Fidelity Investments Cuts Online Trading Commissions To Zero


Fidelity Investments has announced to reduce the online trading commissions to zero. The company joined the list of firms that reduced the commissions to zero and are competing to control the majority of the market share.

Fidelity said it would cut fees to $0 on online trades of U.S. stocks, eliminating a $4.95 charge for such trades. The Boston based company’s fee changes also include exchange-traded funds and options transactions.

However, according to the wall street journal report, commissions will be cut to zero. It would be applied onwards November 4 for all the investment advisers.

Fidelity’s online brokerage has almost over 21.8 million accounts.

Fidelity’s move comes about a week after Charles Schwab Corp. said it was eliminating commissions on U.S. stocks, ETF and options trades, with rivals TD Ameritrade Holding Corp. and E-Trade Financial Corp. announcing plans to follow the competitors.

According to Kathleen Murphy, president of Fidelity Investments’ personal investing business, is the automatic default of a higher paying cash account, plus Fidelity’s ongoing commitment to best execution.

She further added, “I wouldn’t characterize our move as joining the party.”. Murphy states in a telephone interview, “We’ve upped the bar on who is invited to the party.”

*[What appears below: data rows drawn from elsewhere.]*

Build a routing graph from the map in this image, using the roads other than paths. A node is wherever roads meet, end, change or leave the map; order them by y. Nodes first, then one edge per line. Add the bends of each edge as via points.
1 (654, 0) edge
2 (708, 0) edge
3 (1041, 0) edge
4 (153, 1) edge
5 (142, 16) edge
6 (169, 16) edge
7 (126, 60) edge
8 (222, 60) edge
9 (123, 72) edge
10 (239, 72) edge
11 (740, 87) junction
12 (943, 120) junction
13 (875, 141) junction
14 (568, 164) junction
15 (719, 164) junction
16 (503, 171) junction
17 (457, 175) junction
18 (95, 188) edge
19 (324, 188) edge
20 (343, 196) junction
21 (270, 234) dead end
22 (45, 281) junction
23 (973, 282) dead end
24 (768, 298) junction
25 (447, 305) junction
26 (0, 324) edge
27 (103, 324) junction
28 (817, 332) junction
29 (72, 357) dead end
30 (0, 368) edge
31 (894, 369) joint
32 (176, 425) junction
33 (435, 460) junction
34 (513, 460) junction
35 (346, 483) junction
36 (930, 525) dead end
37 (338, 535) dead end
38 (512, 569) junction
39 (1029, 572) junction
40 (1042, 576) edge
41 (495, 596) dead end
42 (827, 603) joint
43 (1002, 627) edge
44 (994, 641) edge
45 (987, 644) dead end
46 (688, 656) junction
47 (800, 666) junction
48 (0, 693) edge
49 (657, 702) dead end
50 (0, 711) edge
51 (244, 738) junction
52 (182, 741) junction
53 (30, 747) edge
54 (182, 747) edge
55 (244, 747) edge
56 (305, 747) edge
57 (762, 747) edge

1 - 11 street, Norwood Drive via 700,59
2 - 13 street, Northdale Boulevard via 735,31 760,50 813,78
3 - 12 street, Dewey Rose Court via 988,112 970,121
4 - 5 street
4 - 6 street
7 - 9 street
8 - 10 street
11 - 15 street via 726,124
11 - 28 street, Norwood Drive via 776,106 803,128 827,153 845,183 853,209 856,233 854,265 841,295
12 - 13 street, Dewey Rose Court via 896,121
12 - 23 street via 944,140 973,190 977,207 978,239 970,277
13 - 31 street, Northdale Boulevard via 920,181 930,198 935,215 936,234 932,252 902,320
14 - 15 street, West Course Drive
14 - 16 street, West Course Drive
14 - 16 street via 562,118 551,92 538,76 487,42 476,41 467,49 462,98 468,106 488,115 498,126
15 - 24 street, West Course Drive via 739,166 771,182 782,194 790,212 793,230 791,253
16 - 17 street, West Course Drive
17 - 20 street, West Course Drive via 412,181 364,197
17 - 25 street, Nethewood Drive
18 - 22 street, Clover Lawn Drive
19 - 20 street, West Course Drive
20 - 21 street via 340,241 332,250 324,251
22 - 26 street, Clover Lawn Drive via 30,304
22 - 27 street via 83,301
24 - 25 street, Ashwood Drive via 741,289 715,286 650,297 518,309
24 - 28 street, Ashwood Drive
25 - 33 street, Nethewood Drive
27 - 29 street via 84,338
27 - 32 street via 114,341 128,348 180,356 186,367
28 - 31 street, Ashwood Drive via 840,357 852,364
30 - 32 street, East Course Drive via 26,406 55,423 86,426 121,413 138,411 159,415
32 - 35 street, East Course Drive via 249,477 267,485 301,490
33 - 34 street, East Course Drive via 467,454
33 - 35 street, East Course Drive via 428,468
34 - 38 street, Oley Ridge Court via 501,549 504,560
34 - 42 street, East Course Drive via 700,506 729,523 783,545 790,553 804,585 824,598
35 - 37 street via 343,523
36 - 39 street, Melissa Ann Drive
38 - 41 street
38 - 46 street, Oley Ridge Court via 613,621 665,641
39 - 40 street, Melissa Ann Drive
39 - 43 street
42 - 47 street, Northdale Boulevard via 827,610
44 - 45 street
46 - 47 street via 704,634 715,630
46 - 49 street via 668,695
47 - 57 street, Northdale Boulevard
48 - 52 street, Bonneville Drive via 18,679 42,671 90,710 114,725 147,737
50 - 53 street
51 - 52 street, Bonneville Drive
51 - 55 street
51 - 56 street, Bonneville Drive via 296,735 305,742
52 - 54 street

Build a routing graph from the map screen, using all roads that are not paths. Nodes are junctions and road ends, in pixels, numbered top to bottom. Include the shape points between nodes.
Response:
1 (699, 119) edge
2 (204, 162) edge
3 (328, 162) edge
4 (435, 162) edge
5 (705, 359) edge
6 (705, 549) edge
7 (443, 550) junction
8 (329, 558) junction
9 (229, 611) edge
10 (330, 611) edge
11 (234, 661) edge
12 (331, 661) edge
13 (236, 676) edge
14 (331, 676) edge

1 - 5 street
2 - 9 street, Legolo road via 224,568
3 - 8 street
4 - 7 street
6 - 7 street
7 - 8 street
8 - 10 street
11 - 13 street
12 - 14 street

Fidelity has been remarkably transparent about what it offers customers, and what it charges in return, even though they keep their own company finances under heavy wraps.

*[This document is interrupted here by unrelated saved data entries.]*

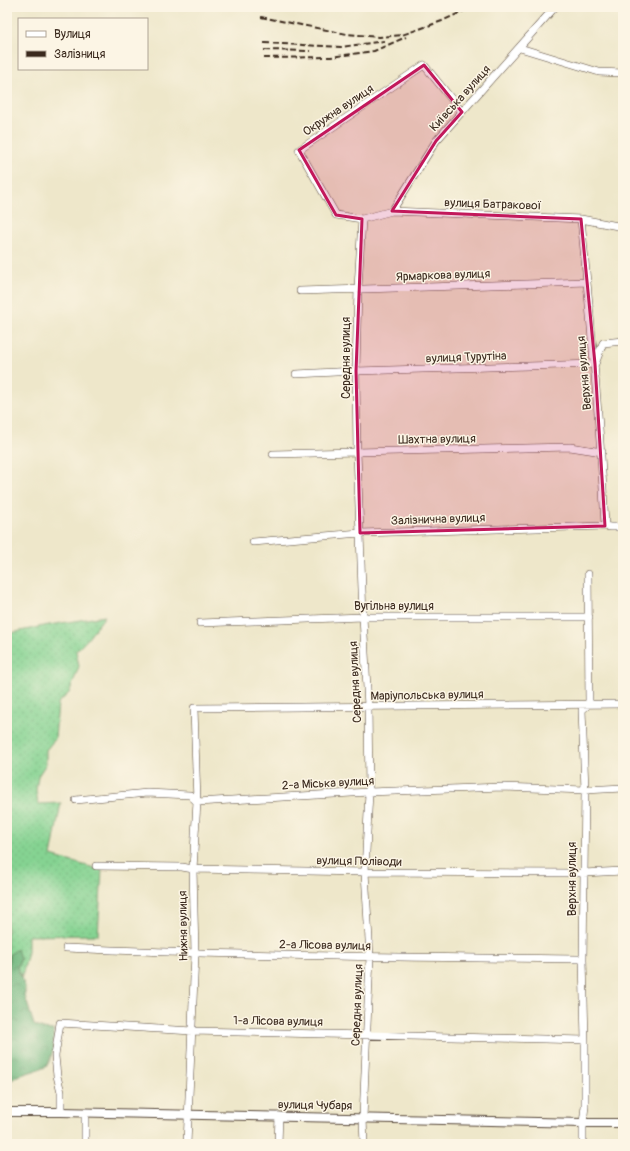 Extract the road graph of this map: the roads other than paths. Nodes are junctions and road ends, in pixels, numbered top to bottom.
1 (555, 7) edge
2 (520, 48) junction
3 (623, 73) edge
4 (462, 112) junction
5 (392, 211) junction
6 (581, 218) junction
7 (362, 219) junction
8 (623, 227) edge
9 (587, 282) junction
10 (358, 288) junction
11 (300, 291) dead end
12 (623, 341) edge
13 (595, 364) junction
14 (356, 371) junction
15 (296, 374) dead end
16 (357, 452) junction
17 (602, 452) junction
18 (273, 454) dead end
19 (605, 526) junction
20 (623, 527) edge
21 (360, 533) junction
22 (253, 542) dead end
23 (588, 574) dead end
24 (363, 616) junction
25 (589, 617) junction
26 (200, 623) dead end
27 (589, 704) junction
28 (623, 704) edge
29 (368, 706) junction
30 (194, 708) joint
31 (623, 788) edge
32 (585, 790) junction
33 (369, 792) junction
34 (76, 800) dead end
35 (197, 802) junction
36 (96, 866) dead end
37 (193, 869) junction
38 (623, 871) edge
39 (365, 872) junction
40 (583, 873) junction
41 (66, 948) dead end
42 (195, 954) junction
43 (370, 957) junction
44 (583, 958) junction
45 (192, 1031) junction
46 (367, 1034) junction
47 (585, 1040) junction
48 (7, 1112) edge
49 (61, 1112) junction
50 (85, 1113) junction
51 (188, 1114) junction
52 (279, 1116) junction
53 (364, 1118) junction
54 (583, 1123) junction
55 (623, 1123) edge
56 (85, 1144) edge
57 (187, 1144) edge
58 (278, 1144) edge
59 (364, 1144) edge
60 (583, 1144) edge

1 - 2 street, Київська вулиця
2 - 3 street
2 - 4 street, Київська вулиця
4 - 5 street, Київська вулиця
4 - 7 street, Окружна вулиця
5 - 6 street, вулиця Батракової
5 - 7 street, вулиця Батракової
6 - 8 street, вулиця Батракової
6 - 9 street, Верхня вулиця
7 - 10 street, Середня вулиця
9 - 10 street, Ярмаркова вулиця
9 - 13 street, Верхня вулиця
10 - 11 street, Ярмаркова вулиця
10 - 14 street, Середня вулиця
12 - 13 street
13 - 14 street, вулиця Турутіна
13 - 17 street, Верхня вулиця
14 - 15 street, вулиця Турутіна
14 - 16 street, Середня вулиця
16 - 17 street, Шахтна вулиця
16 - 18 street, Шахтна вулиця
16 - 21 street, Середня вулиця
17 - 19 street, Верхня вулиця
19 - 20 street, Залізнична вулиця
19 - 21 street, Залізнична вулиця
21 - 22 street, Залізнична вулиця
21 - 24 street, Середня вулиця
23 - 25 street, Верхня вулиця
24 - 25 street, Вугільна вулиця
24 - 26 street, Вугільна вулиця
24 - 29 street, Середня вулиця
25 - 27 street, Верхня вулиця
27 - 28 street, Маріупольська вулиця
27 - 29 street, Маріупольська вулиця
27 - 32 street, Верхня вулиця
29 - 30 street, Маріупольська вулиця
29 - 33 street, Середня вулиця
30 - 35 street, Нижня вулиця
31 - 32 street, 2-а Міська вулиця
32 - 33 street, 2-а Міська вулиця
32 - 40 street, Верхня вулиця
33 - 35 street, 2-а Міська вулиця
33 - 39 street, Середня вулиця
34 - 35 street, 2-а Міська вулиця
35 - 37 street, Нижня вулиця
36 - 37 street, вулиця Поліводи
37 - 39 street, вулиця Поліводи
37 - 42 street, Нижня вулиця
38 - 40 street, вулиця Поліводи
39 - 40 street, вулиця Поліводи
39 - 43 street, Середня вулиця
40 - 44 street, Верхня вулиця
41 - 42 street, 2-а Лісова вулиця
42 - 43 street, 2-а Лісова вулиця
42 - 45 street, Нижня вулиця
43 - 44 street, 2-а Лісова вулиця
43 - 46 street, Середня вулиця
44 - 47 street, Верхня вулиця
45 - 46 street, 1-а Лісова вулиця
45 - 49 street, 1-а Лісова вулиця
45 - 51 street, Нижня вулиця
46 - 47 street, 1-а Лісова вулиця
46 - 53 street, Середня вулиця
47 - 54 street, Верхня вулиця
48 - 49 street, вулиця Чубаря
49 - 50 street, вулиця Чубаря
50 - 51 street, вулиця Чубаря
50 - 56 street
51 - 52 street, вулиця Чубаря
51 - 57 street, Нижня вулиця
52 - 53 street, вулиця Чубаря
52 - 58 street
53 - 54 street, вулиця Чубаря
53 - 59 street, Середня вулиця
54 - 55 street, вулиця Чубаря
54 - 60 street, Верхня вулиця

As reported to the sources, Ram Subramaniam, executive vice president of Fidelity Investment’s personal investing business says, “We need more transparency and we need better practices, or we’re going to get more regulations.”

The fast-fading fees are another round in an ongoing race to shrink broker fees, and Fidelity represents the last major holdout among the behemoths of the brokerage business to go zero-commission.

Two months ago, Fidelity unveiled plans to divert clients’ cash into higher-yielding money-market funds, arguing the step provided a sharp contrast to their competitors’ practice of paying out ultralow rates on cash.